▶ _Your instructions_: Count the lines containing "each" in the entries underneath, and state that count without anything else.

(Beginning of Material shown)

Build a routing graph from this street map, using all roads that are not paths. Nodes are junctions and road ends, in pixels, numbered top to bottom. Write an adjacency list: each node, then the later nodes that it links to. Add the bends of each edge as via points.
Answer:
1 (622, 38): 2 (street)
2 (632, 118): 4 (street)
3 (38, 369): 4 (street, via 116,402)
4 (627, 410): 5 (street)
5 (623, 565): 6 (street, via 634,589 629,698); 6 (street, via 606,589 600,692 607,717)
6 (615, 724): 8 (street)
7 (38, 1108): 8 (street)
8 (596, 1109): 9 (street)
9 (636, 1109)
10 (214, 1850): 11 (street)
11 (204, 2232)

(End of Material shown)
(Beginning of Material shown)

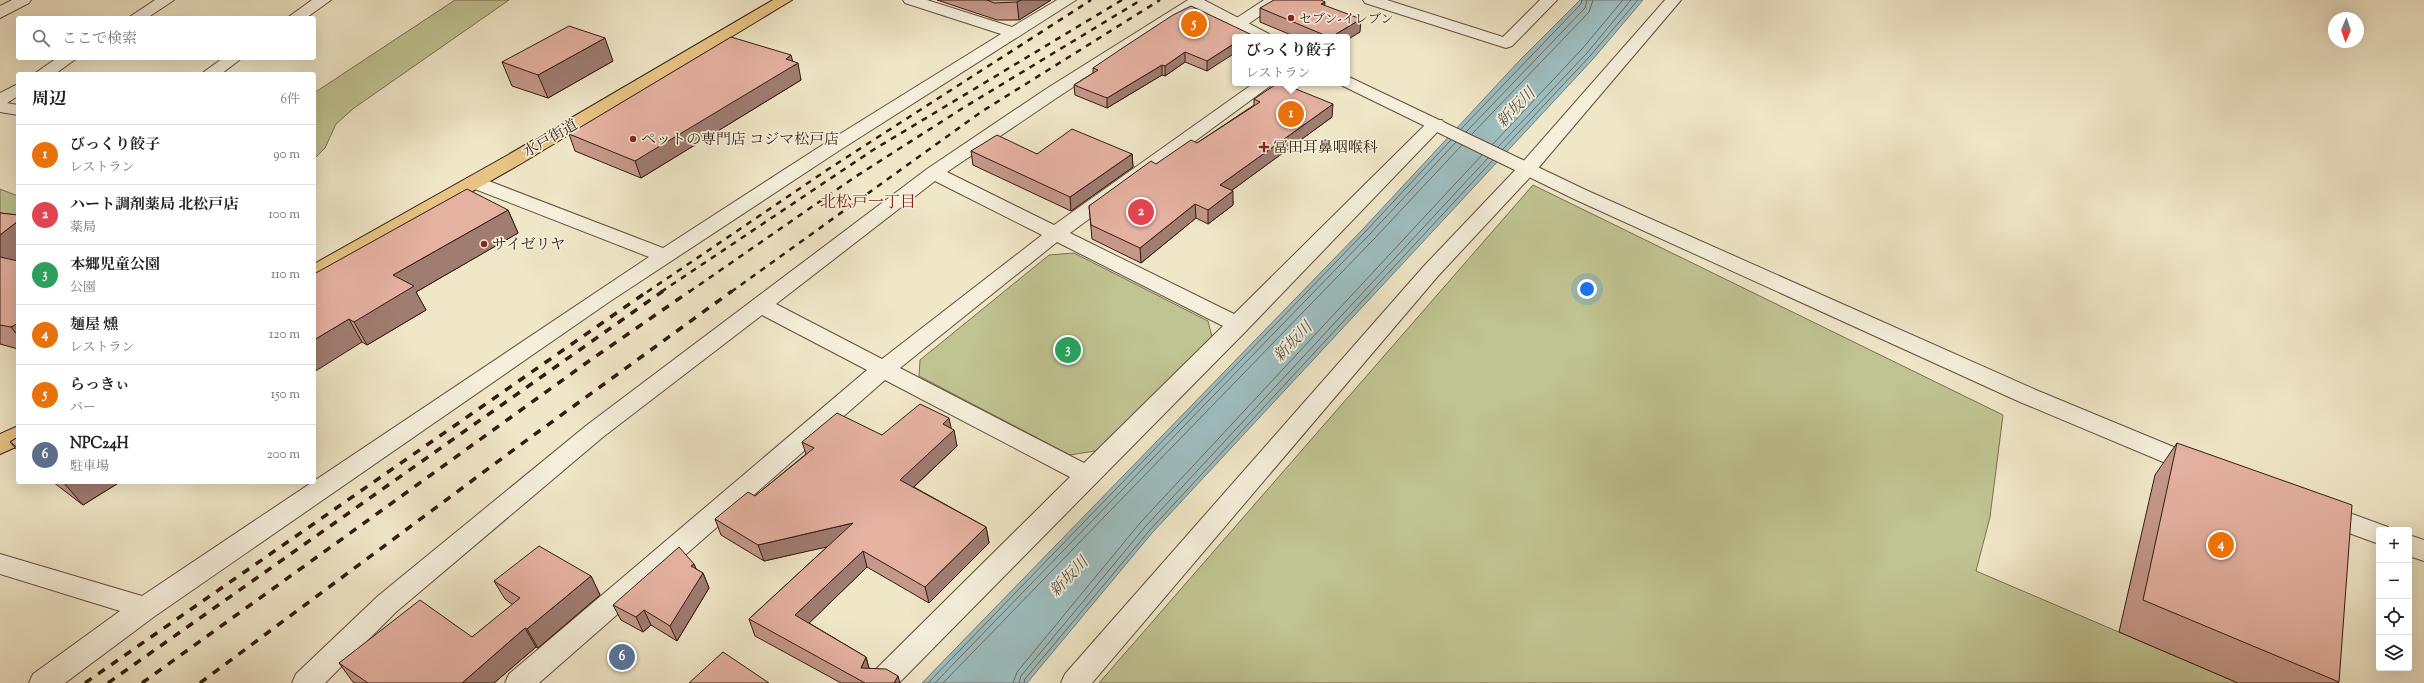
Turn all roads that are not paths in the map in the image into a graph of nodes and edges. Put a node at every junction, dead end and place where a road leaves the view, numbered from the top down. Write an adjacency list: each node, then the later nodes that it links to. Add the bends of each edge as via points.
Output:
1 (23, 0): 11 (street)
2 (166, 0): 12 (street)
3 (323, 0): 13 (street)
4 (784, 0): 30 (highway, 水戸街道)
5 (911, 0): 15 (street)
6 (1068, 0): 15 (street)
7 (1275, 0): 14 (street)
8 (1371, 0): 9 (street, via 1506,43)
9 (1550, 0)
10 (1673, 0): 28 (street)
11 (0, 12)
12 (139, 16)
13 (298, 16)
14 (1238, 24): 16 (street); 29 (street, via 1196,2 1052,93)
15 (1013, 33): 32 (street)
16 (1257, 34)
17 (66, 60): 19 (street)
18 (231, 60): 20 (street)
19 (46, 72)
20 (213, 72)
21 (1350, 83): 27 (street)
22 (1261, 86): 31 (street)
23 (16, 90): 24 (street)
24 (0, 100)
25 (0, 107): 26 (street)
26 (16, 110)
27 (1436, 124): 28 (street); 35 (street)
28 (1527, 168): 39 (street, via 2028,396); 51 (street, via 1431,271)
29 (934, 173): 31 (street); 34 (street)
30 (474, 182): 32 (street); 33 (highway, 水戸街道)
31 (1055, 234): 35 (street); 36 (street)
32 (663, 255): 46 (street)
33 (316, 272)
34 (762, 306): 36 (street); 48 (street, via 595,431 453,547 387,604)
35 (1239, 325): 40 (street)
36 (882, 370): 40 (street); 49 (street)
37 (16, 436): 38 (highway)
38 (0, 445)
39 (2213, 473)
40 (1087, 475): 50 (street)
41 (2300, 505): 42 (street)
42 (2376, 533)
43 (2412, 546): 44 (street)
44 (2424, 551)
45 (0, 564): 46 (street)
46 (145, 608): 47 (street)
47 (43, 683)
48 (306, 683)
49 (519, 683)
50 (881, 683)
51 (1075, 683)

(End of Material shown)

▶ _Result for this exercise_: 2